What needs to be done | The full set of entries below, restated word for word and stripped of images, is the expected result.

#### Excerpted records

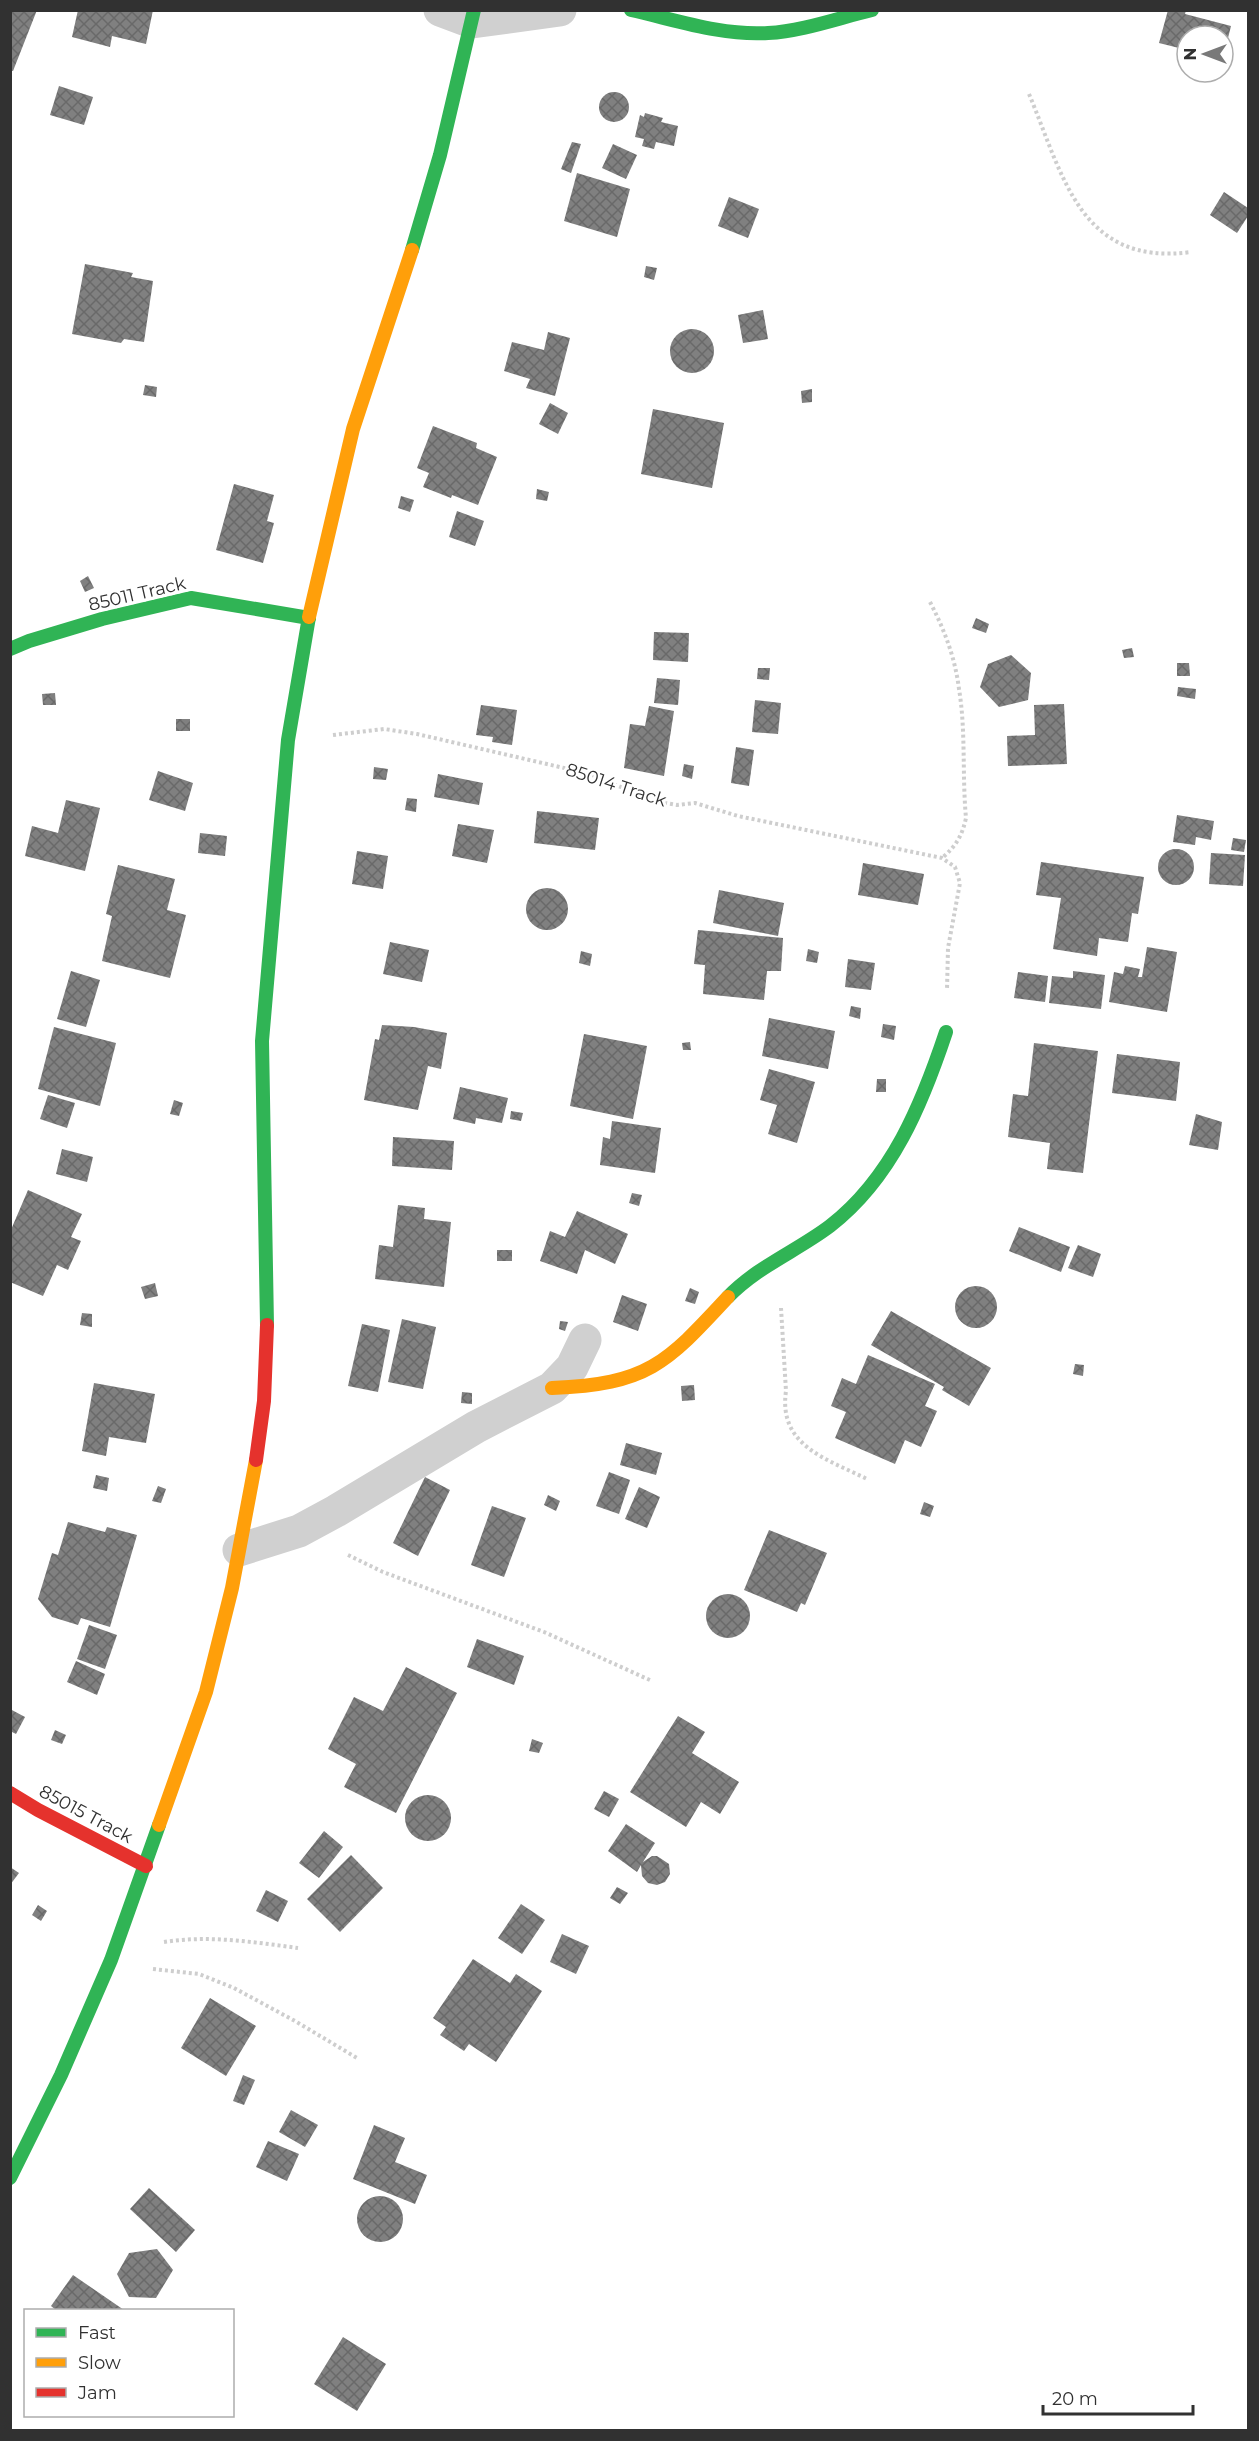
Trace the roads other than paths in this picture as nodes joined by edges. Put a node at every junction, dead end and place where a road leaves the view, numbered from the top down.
1 (440, 10) edge
2 (560, 10) edge
3 (631, 10) edge
4 (872, 10) edge
5 (473, 16) edge
6 (309, 618) junction
7 (10, 649) edge
8 (946, 1032) road end
9 (585, 1340) dead end
10 (552, 1388) junction
11 (239, 1550) junction
12 (10, 1793) edge
13 (146, 1866) junction
14 (10, 2178) edge

1 - 5 street
2 - 5 street
3 - 4 street
5 - 6 street
6 - 7 street, 85011 Track
6 - 11 street
8 - 10 street
9 - 10 street
10 - 11 street
11 - 13 street
12 - 13 street, 85015 Track
13 - 14 street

########

Response area |
Trace the roads other than paths in this picture as nodes joined by edges. Put a node at every junction, dead end and place where a road leaves the view, numbered from the top down.
1 (440, 10) edge
2 (560, 10) edge
3 (631, 10) edge
4 (872, 10) edge
5 (473, 16) edge
6 (309, 618) junction
7 (10, 649) edge
8 (946, 1032) road end
9 (585, 1340) dead end
10 (552, 1388) junction
11 (239, 1550) junction
12 (10, 1793) edge
13 (146, 1866) junction
14 (10, 2178) edge

1 - 5 street
2 - 5 street
3 - 4 street
5 - 6 street
6 - 7 street, 85011 Track
6 - 11 street
8 - 10 street
9 - 10 street
10 - 11 street
11 - 13 street
12 - 13 street, 85015 Track
13 - 14 street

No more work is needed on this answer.